> [TRY IT]
An exact copy of every entry is needed, without any of the pictures.

Saved entries
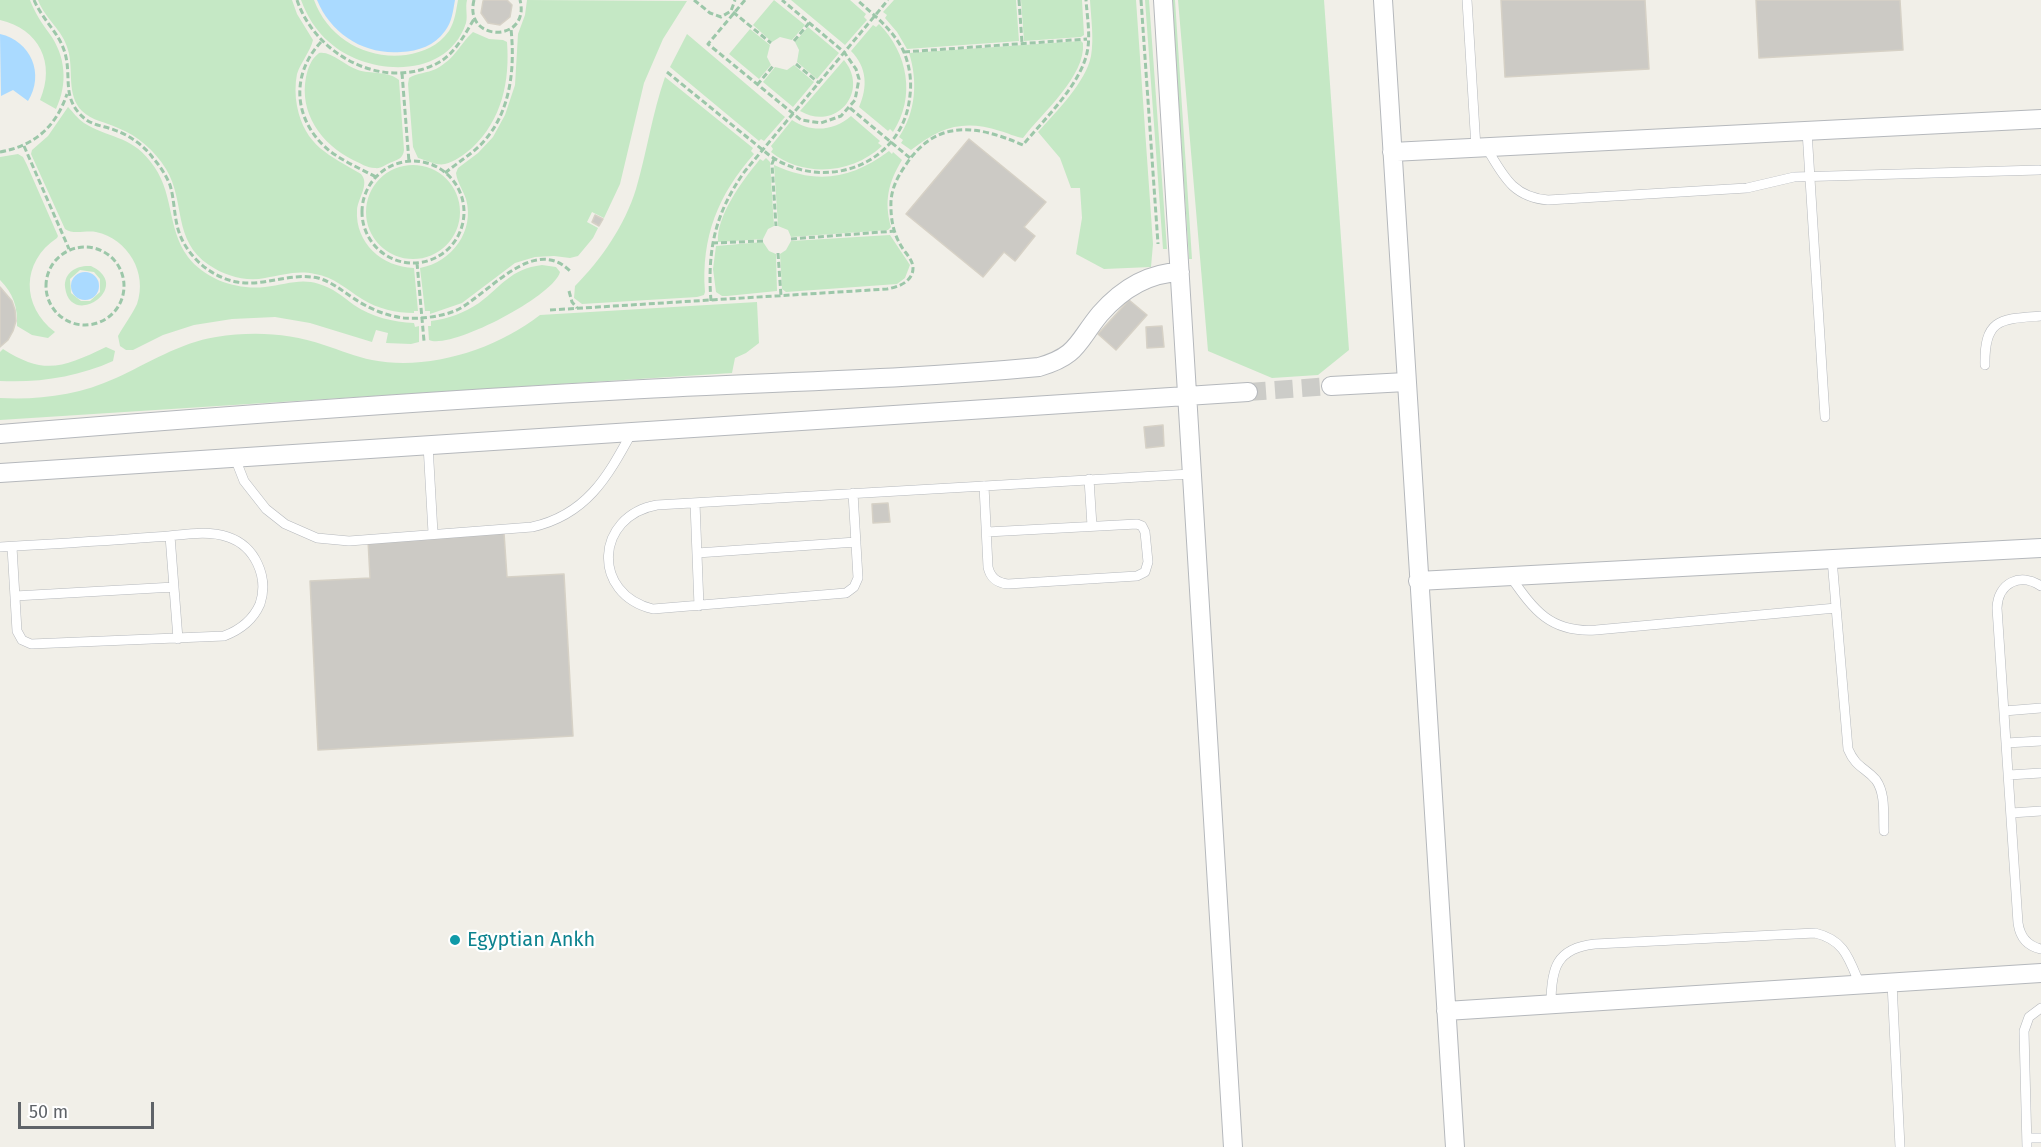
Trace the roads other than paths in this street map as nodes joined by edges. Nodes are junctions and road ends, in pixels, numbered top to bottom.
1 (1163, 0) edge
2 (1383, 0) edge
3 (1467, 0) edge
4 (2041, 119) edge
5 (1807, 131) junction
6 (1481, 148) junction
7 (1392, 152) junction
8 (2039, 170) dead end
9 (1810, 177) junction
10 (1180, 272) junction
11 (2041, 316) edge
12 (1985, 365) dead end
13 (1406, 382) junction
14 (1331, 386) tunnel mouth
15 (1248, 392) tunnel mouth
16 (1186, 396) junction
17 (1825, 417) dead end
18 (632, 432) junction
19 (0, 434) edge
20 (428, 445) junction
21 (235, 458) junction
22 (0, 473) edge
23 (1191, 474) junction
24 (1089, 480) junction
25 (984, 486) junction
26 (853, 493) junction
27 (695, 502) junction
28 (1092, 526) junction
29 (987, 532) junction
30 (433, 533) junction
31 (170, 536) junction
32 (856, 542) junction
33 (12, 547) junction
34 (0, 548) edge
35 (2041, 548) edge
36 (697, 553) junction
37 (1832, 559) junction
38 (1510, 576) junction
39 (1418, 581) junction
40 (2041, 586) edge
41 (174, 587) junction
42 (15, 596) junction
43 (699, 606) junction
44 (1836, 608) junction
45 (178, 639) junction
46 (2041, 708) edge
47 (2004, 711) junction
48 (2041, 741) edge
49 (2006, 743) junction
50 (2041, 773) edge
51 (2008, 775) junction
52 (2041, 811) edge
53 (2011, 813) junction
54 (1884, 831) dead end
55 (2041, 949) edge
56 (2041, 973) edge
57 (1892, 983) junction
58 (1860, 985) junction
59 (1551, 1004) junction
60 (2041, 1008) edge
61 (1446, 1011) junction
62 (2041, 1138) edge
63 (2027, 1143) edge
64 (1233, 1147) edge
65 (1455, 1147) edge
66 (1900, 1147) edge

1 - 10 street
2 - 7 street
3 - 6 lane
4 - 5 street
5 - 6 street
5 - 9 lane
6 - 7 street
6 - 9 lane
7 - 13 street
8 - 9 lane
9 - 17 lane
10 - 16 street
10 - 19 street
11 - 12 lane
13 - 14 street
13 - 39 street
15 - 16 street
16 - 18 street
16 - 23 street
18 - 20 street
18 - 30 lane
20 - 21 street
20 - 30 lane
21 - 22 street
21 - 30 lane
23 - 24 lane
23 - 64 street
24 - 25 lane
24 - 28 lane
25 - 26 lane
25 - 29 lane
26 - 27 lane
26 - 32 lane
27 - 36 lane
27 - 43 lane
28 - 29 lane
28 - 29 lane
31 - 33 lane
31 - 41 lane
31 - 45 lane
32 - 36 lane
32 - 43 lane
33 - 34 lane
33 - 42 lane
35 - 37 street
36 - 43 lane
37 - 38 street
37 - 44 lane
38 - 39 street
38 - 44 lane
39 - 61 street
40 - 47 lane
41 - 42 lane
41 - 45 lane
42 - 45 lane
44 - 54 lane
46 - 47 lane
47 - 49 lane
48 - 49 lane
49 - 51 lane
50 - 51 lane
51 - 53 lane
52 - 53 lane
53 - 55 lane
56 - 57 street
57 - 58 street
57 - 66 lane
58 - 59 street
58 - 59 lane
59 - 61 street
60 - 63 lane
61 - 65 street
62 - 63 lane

> [OUTPUT OF THE TASK]
Trace the roads other than paths in this street map as nodes joined by edges. Nodes are junctions and road ends, in pixels, numbered top to bottom.
1 (1163, 0) edge
2 (1383, 0) edge
3 (1467, 0) edge
4 (2041, 119) edge
5 (1807, 131) junction
6 (1481, 148) junction
7 (1392, 152) junction
8 (2039, 170) dead end
9 (1810, 177) junction
10 (1180, 272) junction
11 (2041, 316) edge
12 (1985, 365) dead end
13 (1406, 382) junction
14 (1331, 386) tunnel mouth
15 (1248, 392) tunnel mouth
16 (1186, 396) junction
17 (1825, 417) dead end
18 (632, 432) junction
19 (0, 434) edge
20 (428, 445) junction
21 (235, 458) junction
22 (0, 473) edge
23 (1191, 474) junction
24 (1089, 480) junction
25 (984, 486) junction
26 (853, 493) junction
27 (695, 502) junction
28 (1092, 526) junction
29 (987, 532) junction
30 (433, 533) junction
31 (170, 536) junction
32 (856, 542) junction
33 (12, 547) junction
34 (0, 548) edge
35 (2041, 548) edge
36 (697, 553) junction
37 (1832, 559) junction
38 (1510, 576) junction
39 (1418, 581) junction
40 (2041, 586) edge
41 (174, 587) junction
42 (15, 596) junction
43 (699, 606) junction
44 (1836, 608) junction
45 (178, 639) junction
46 (2041, 708) edge
47 (2004, 711) junction
48 (2041, 741) edge
49 (2006, 743) junction
50 (2041, 773) edge
51 (2008, 775) junction
52 (2041, 811) edge
53 (2011, 813) junction
54 (1884, 831) dead end
55 (2041, 949) edge
56 (2041, 973) edge
57 (1892, 983) junction
58 (1860, 985) junction
59 (1551, 1004) junction
60 (2041, 1008) edge
61 (1446, 1011) junction
62 (2041, 1138) edge
63 (2027, 1143) edge
64 (1233, 1147) edge
65 (1455, 1147) edge
66 (1900, 1147) edge

1 - 10 street
2 - 7 street
3 - 6 lane
4 - 5 street
5 - 6 street
5 - 9 lane
6 - 7 street
6 - 9 lane
7 - 13 street
8 - 9 lane
9 - 17 lane
10 - 16 street
10 - 19 street
11 - 12 lane
13 - 14 street
13 - 39 street
15 - 16 street
16 - 18 street
16 - 23 street
18 - 20 street
18 - 30 lane
20 - 21 street
20 - 30 lane
21 - 22 street
21 - 30 lane
23 - 24 lane
23 - 64 street
24 - 25 lane
24 - 28 lane
25 - 26 lane
25 - 29 lane
26 - 27 lane
26 - 32 lane
27 - 36 lane
27 - 43 lane
28 - 29 lane
28 - 29 lane
31 - 33 lane
31 - 41 lane
31 - 45 lane
32 - 36 lane
32 - 43 lane
33 - 34 lane
33 - 42 lane
35 - 37 street
36 - 43 lane
37 - 38 street
37 - 44 lane
38 - 39 street
38 - 44 lane
39 - 61 street
40 - 47 lane
41 - 42 lane
41 - 45 lane
42 - 45 lane
44 - 54 lane
46 - 47 lane
47 - 49 lane
48 - 49 lane
49 - 51 lane
50 - 51 lane
51 - 53 lane
52 - 53 lane
53 - 55 lane
56 - 57 street
57 - 58 street
57 - 66 lane
58 - 59 street
58 - 59 lane
59 - 61 street
60 - 63 lane
61 - 65 street
62 - 63 lane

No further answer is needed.